26 Wednesday Sep 2012

Posted by Kerry Luksic in childhood memories, the healing journey, when mom has alzheimer's

≈ 2 Comments

Tags

Family, future hope, life stages, mother and daughter

A child praying

My mother wasn’t a big talker. She was too busy for idle chit chat—she was raising a small army of children. In my New Jersey hometown, Mom was a living legend, an incredible woman who spent her days raising 13 children. No, that’s not a typo—13!

From sun up to sundown, she was always working—baking five dozen of her famous chocolate chip cookies, finishing the lace hem of one of my sisters’ prom dresses, and juggling the daily carpools of after-school activities. Weeks would fly by in the daily flurry of activity. But no matter how busy life got, Mom always found time for God.

As a family, Mom had countless rituals to foster our faith. From saying grace before meals and requiring us to attend 7am Sunday mass to enrolling us in Catholic elementary and high school, she showed me and my 12 siblings that faith was the foundation of our family.

And with her steady stream of faith-based encouragement, Mom taught me to turn to prayer in any challenge I faced—no matter how trivial the challenge was.

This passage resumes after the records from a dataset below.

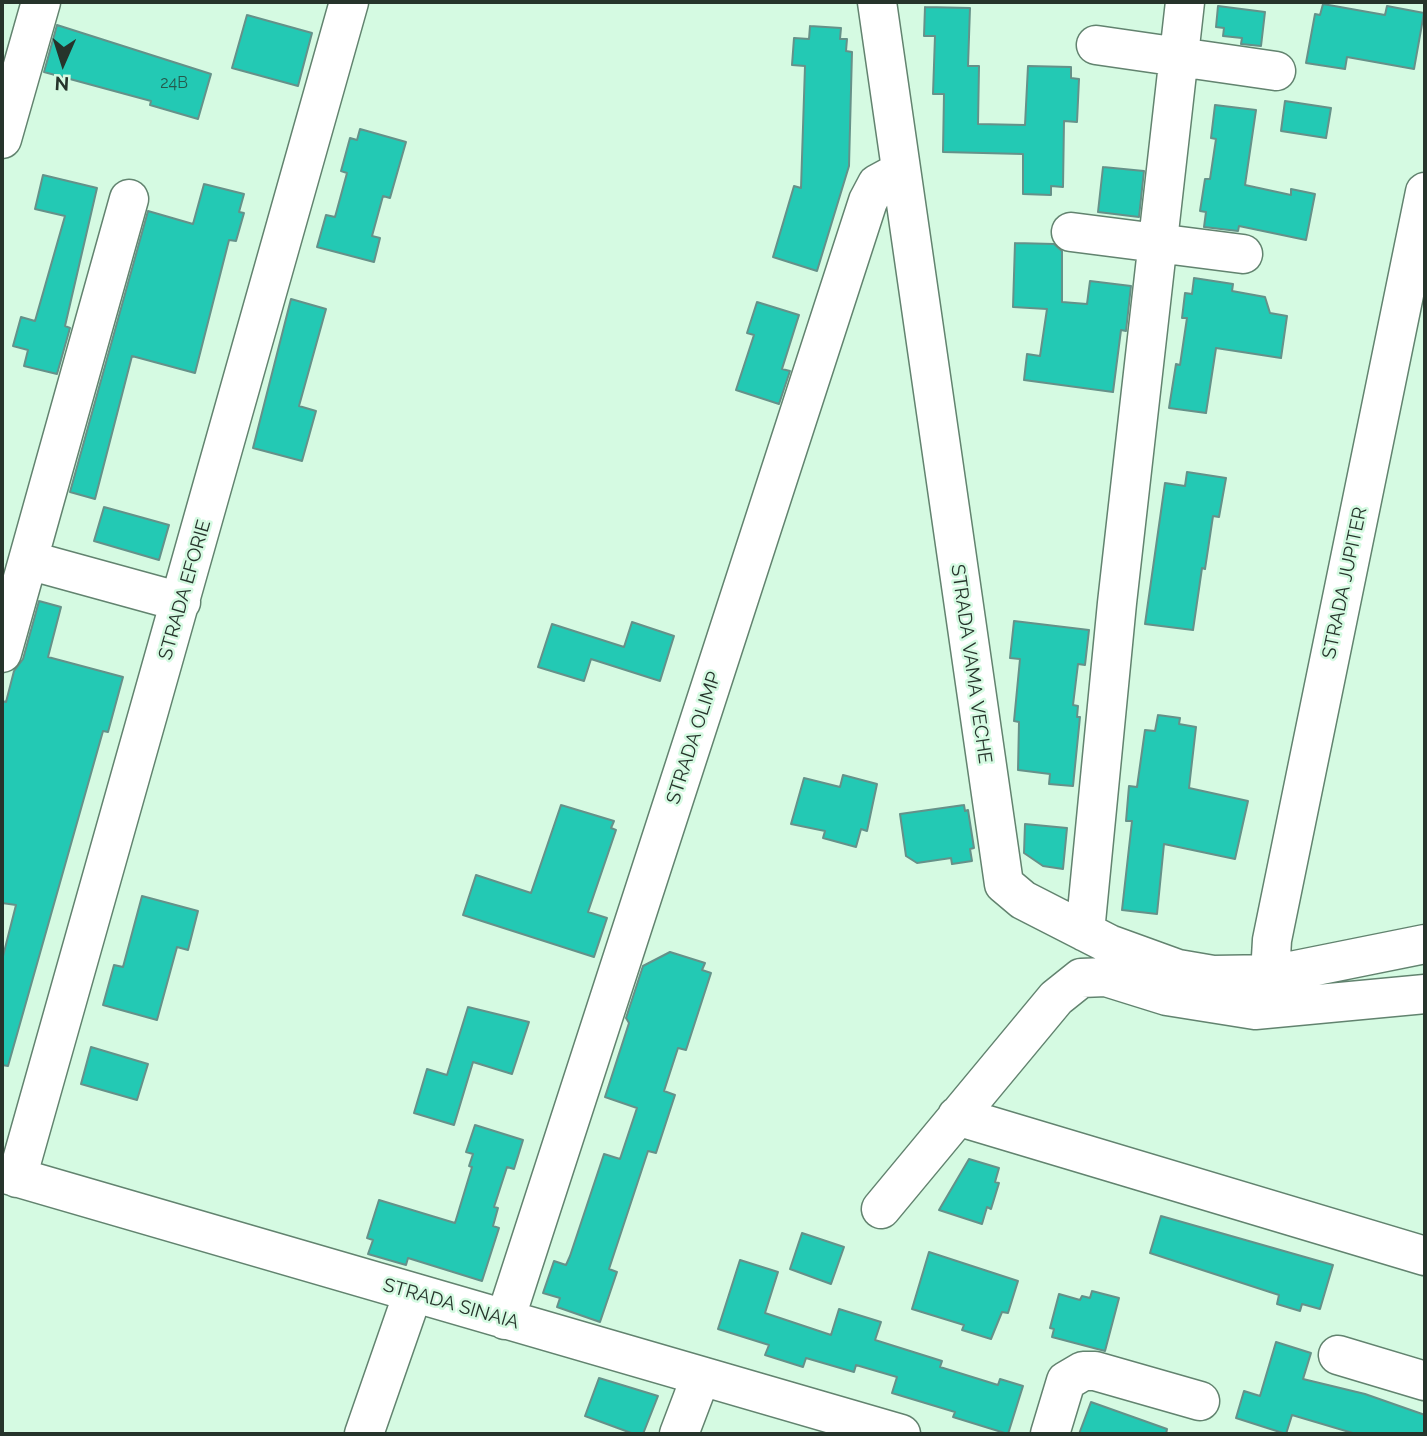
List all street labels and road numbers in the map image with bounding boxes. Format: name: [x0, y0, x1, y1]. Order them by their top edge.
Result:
street label: STRADA JUPITER: [1318, 505, 1372, 661]
street label: STRADA EFORIE: [154, 517, 216, 663]
street label: STRADA VAMA VECHE: [946, 563, 996, 765]
street label: STRADA OLIMP: [662, 669, 726, 807]
street label: STRADA SINAIA: [380, 1274, 522, 1334]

On many occasions, as a young girl, I’d cry in desperation, “Mom, I’m going to fail my math test.”

“No, you’re not. Study some more and ask God for help—say some prayers ,” she’d reply.

As a moody 15-year old, I’d shriek, “Mom, I can’t find my necklace. I lost it. It’s gone forever. My life is over!”

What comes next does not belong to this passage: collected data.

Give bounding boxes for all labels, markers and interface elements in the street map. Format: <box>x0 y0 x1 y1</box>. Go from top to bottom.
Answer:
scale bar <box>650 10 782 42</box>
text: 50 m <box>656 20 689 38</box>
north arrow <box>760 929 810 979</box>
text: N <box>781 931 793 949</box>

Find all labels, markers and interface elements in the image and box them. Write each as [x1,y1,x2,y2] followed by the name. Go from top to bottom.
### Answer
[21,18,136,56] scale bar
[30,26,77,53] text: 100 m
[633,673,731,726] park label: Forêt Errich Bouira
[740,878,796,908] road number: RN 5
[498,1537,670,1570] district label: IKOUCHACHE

“Say a few Hail Mary’s and don’t forget to pray to St. Anthony,” she’d suggest.

No matter what the situation was, Mom knew the answer, and most of the time that answer was found in faith. Through her lifelong encouragement of prayer, Mom taught me that God could fix all my “little problems,” and proved to me how faith could be a source of infinite strength.

When my dad was diagnosed with terminal cancer during my senior year of high school, Mom remained the steady rock for my unstable family. Six months later when Dad died, Mom leaned on her faith and was unbreakable.

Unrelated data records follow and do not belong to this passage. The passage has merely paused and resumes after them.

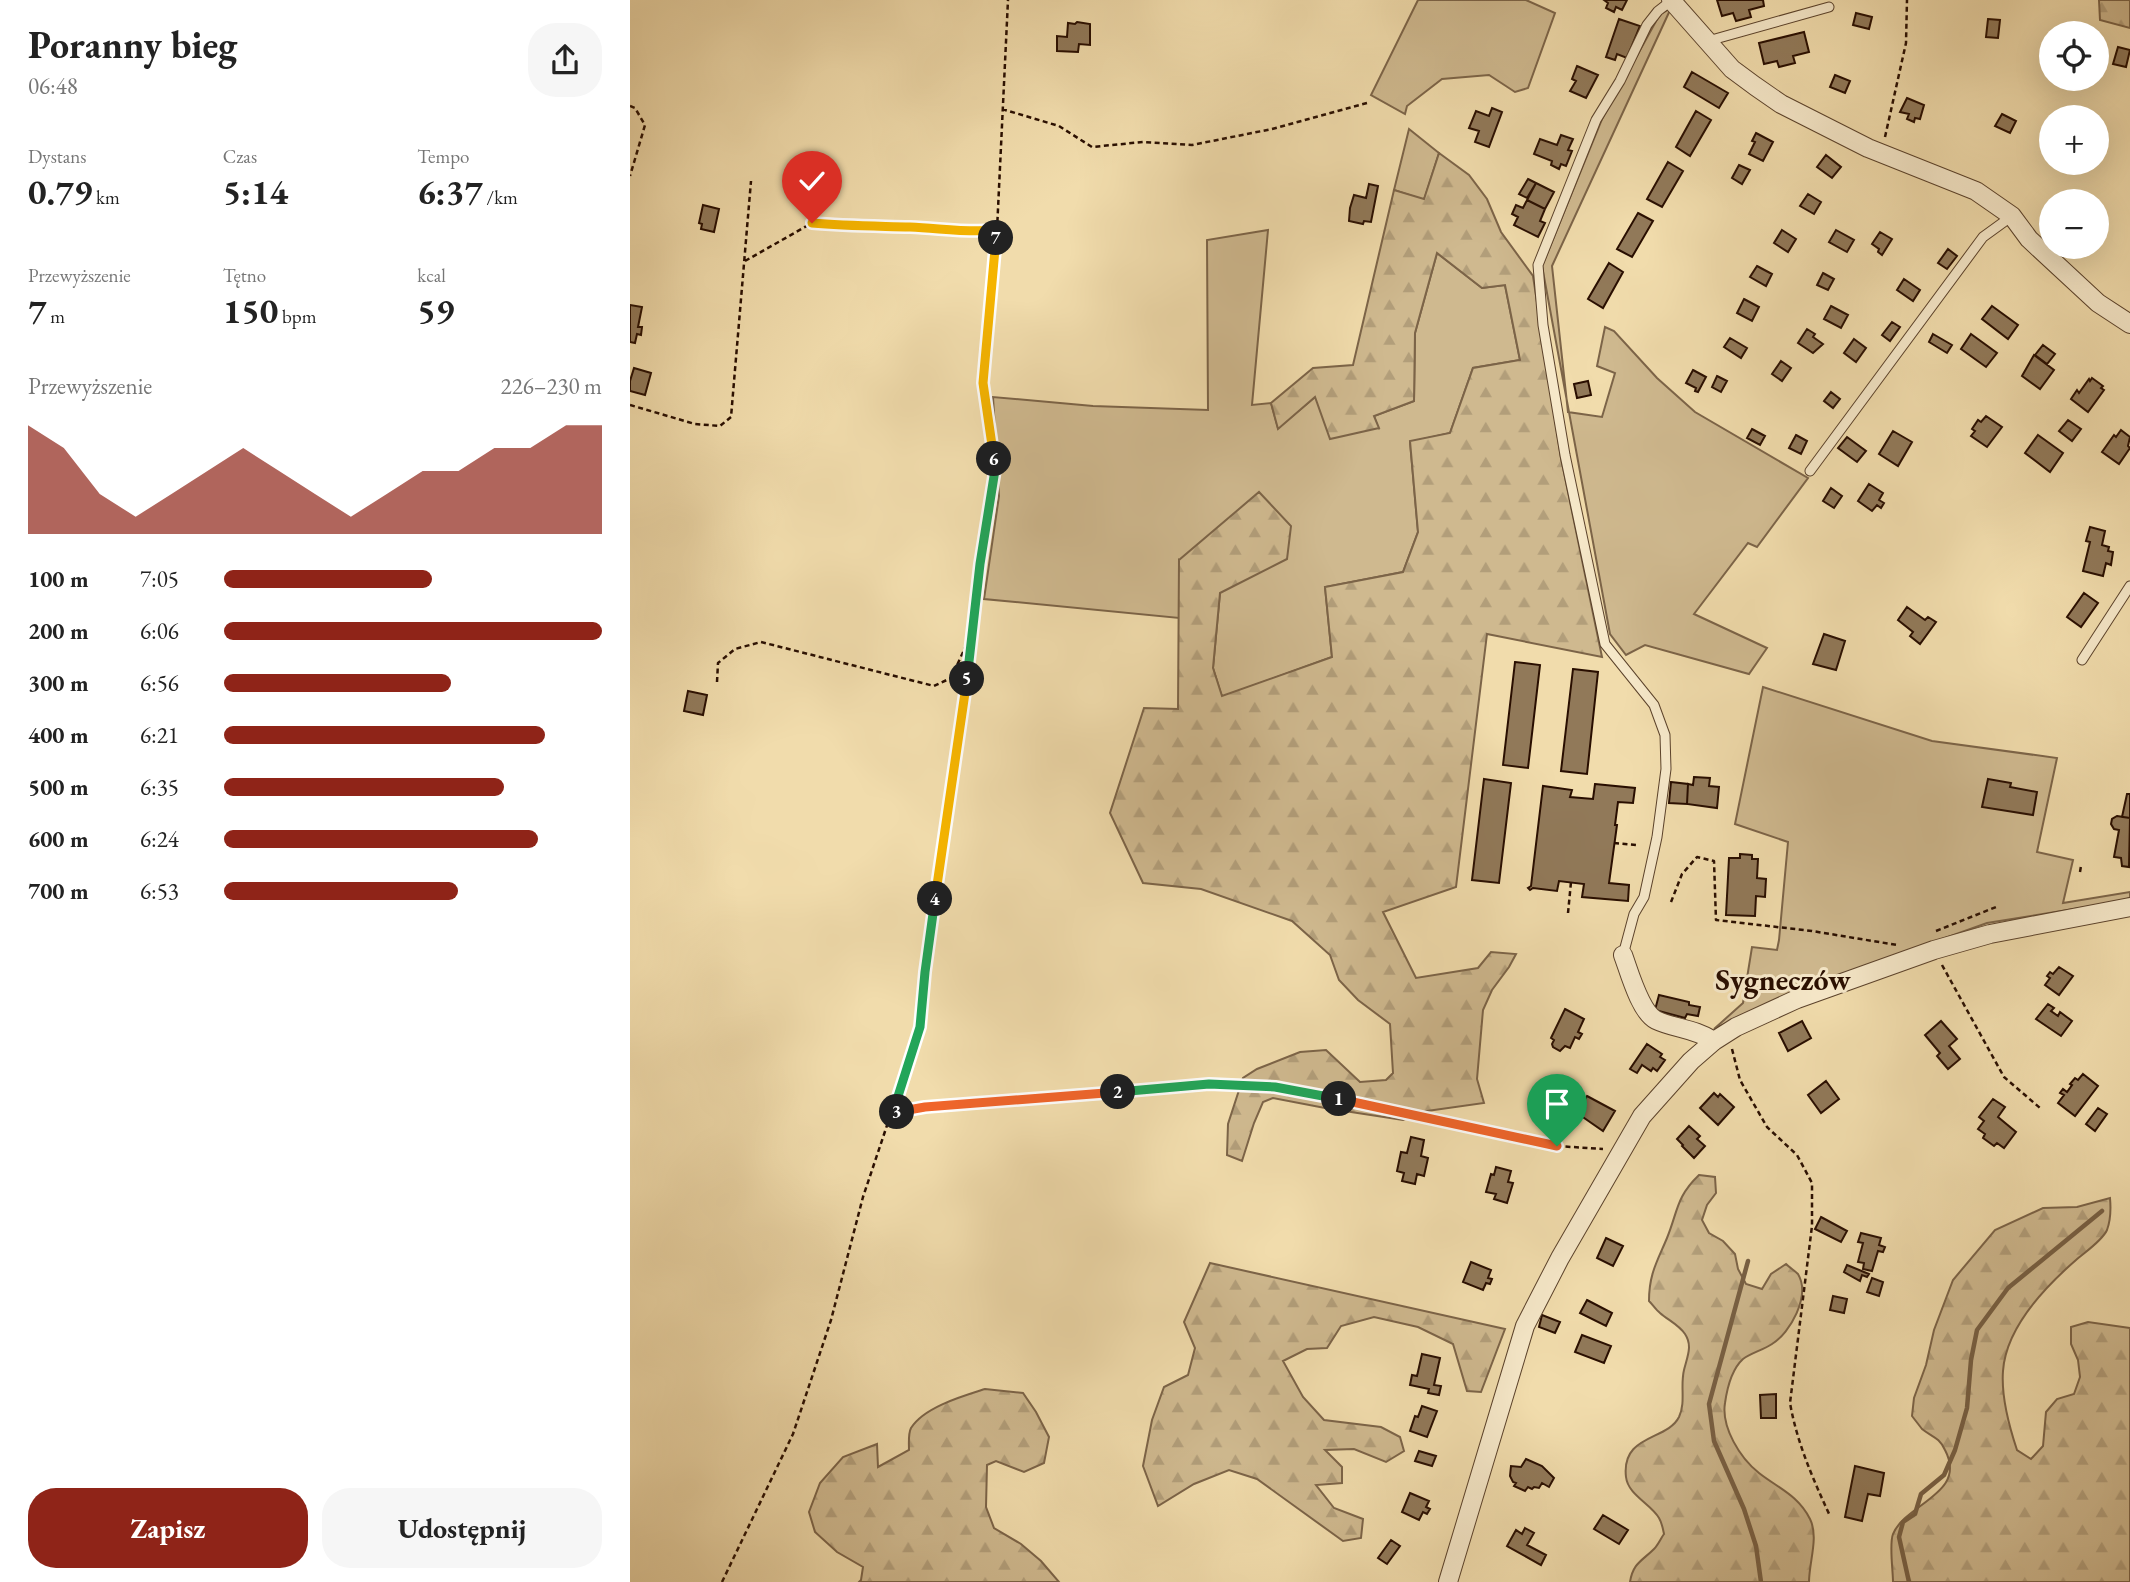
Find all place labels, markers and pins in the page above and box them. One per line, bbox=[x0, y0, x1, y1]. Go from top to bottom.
pin bbox=[782, 151, 842, 223]
pin: 7 bbox=[978, 220, 1014, 256]
pin: 6 bbox=[976, 442, 1012, 476]
pin: 5 bbox=[950, 662, 984, 696]
pin: 4 bbox=[918, 881, 952, 916]
pin: 2 bbox=[1100, 1074, 1135, 1110]
pin bbox=[1527, 1074, 1587, 1146]
pin: 1 bbox=[1322, 1082, 1356, 1116]
pin: 3 bbox=[880, 1094, 914, 1130]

As I felt my heart break into a million pieces, and as I cried bitter tears of regret for all that was left unsaid between my father and me, Mom refused to shed one tear. Instead, she picked up the pieces in my shattered family—attending daily mass, saying the rosary, and maintaining her life-must-go-on attitude.

During those dark days, Mom’s unflinching faith became the source light. I watched my mom and knew that if she could keep moving forward despite having just lost her husband of 35 years—then so could I. Mom knew that we needed to celebrate my father’s life—instead of crumbling in despair.

Mom’s lifelong example of faith has proven to be one of her greatest gifts to me. When she was diagnosed with Alzheimer’s disease eight years ago, I was devastated. I felt angry with God for “letting this” happen to her. But in time, I learned to follow Mom’s example—accept the things I can’t change, to let go of my fears, and to rely on my faith to cope with the heartbreak of Alzheimer’s—seeing someone you love slip away before your eyes.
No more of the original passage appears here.